世界のために私たちにできること
「この春、僕はすごい男と出会った。彼の名は「坂本達」。自転車で世界を一周してきた人だ。無精ヒゲをはやした、いかにも愛想のよさそうな顔のその人は、国際交流に参加するにあたっての不安をとりのぞき、さらに僕達にたくさんのことを教えてくれたのだった。 まず最初に僕は、『やった』のどのページを見ても、達さんはどの国の人でも親しくなっていることに気づいた。村で、道ばたで、どんな出会い方をしていても、最後は、お互いに泣いて別れるほどの関係になっているのだ。これは、達さんの人柄と、「まずあいさつをすればどんな人とも親しくなれる」という達さんの考えがあってこそだなと僕は思った。このことで僕は達さんから、言葉も大切だけど、やっぱり一番は気持ちだなとあらためて感じる事ができた。 そして次に僕が驚いたのは、人とは、こんなにも他人に対して、優しくできるものなのか、ということだ。『やった』の中でとにかく他国の人は達さんに対して、たとえ相手が赤の他人であろうと、とても優しくしてくれるのである。達さんは、僕達に言った。「もし、あなたがたが今日の夕飯がぜんぜんなくて、魚を釣ってきたとして、そして今日の夕飯はその魚しかないのに、それを外国からやってきたあやしい赤の他人に笑いながらあげられますか…?」 僕は考えた。でも正直、もしそれが自分なら、とてもできないと思った。達さんも同じことを言った。でもその人たちは違う。笑いながら達さんに魚をさしだしたのだ。僕は感動すると同時に、同じ人間としていかに自分の心がせまいかと思うと、恥ずかしくてたまらなかった。そしてもう一つ。「全てのものに感謝すれば、必ず自分自身にいいことがある」ということを教わった。「あなたたち、恵まれていますねえ。」突然達さんは言った。「あなたたちはアメリカに行けるというだけですごいのに、こんな会まで開いてもらっている。これは誰のおかげですか?それだけでなく、全ての事に対してあなたたちは人の手をかりています。だから、どんな小さなことにでも、感謝する気持ちを忘れないで下さい…。」 その時、そんな考えができる達さんが少しうらやましく思えた。

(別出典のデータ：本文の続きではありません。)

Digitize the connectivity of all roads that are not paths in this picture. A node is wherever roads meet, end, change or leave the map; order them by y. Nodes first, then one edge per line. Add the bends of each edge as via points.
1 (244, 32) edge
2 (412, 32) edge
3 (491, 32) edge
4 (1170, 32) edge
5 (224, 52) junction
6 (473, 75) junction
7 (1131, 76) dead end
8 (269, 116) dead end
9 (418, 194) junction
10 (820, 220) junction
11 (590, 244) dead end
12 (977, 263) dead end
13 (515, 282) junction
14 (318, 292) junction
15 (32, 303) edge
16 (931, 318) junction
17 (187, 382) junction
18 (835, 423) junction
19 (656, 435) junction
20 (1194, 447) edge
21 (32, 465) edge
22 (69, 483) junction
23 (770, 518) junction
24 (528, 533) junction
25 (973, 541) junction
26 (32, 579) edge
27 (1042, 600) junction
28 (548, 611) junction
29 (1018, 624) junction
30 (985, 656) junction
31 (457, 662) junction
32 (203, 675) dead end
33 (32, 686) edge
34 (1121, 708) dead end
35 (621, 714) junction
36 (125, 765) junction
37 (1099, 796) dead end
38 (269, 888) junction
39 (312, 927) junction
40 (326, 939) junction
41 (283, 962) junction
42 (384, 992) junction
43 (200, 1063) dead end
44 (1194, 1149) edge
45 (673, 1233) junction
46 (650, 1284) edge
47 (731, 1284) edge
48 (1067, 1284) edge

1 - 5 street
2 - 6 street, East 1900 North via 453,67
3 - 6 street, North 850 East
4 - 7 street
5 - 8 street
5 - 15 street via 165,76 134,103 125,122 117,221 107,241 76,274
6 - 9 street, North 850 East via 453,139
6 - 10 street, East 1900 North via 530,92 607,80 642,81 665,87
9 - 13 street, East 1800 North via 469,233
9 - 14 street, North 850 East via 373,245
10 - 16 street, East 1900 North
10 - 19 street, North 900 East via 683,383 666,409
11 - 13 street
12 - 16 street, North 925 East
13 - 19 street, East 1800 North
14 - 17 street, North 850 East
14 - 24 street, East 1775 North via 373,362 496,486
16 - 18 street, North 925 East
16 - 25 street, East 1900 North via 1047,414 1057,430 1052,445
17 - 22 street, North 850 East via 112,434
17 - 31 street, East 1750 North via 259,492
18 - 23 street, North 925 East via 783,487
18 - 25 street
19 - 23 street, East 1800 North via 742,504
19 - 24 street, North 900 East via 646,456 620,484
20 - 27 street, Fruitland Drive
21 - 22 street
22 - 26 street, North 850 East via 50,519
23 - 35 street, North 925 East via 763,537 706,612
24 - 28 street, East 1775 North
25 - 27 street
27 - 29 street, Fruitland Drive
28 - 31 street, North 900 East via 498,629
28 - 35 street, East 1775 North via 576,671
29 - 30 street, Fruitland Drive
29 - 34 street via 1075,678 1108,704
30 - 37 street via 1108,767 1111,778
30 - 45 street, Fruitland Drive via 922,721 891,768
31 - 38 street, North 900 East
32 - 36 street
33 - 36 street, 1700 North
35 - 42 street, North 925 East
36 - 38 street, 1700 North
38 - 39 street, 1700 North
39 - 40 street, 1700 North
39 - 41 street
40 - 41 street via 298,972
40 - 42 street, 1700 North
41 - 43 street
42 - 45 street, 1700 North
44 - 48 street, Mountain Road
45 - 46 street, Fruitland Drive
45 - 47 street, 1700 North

そしてそんな達さんだからこそ、周りに自然と味方や友達が増えていくんだなと確信した。『やった』にでてくる中で一番好きな言葉…それは、「人は生きているのではなく、生かされているんだ。」 この言葉も、さっきの感謝の気持ちの話も僕はうなずかずにはいられなかった。久々に、心の底から、「その通りだ」と思えたのである。 今回、達さんのおかげで、国際交流に行くにあたって決心した事がある。ホストファミリーに対していつでも感謝の気持ちを忘れずに、どんなに小さなことにでも、必ず「サンキュー」と言ってみようと思うのだ。そしてアメリカで、達さんのように、帰ってきたときに「やった。」と言えるような何かを手に入れてきたいと思う。」 この文章を事務所に送りました。そして、坂本氏から直接、メールを受けることができました。その夏、1ヶ月間の”独り立ちへの旅”に出発直前の海君へ坂本氏からメッセージが届いたのは、大きな励みになったことと思います。
さて、今回のセミナー案内を知るのが早ければ、ラボっ子全員を連れて行きたかった、と残念でなりません。坂本達氏へ、図々しいとは思ったのですが、御無理を承知の上で、メールを送りました。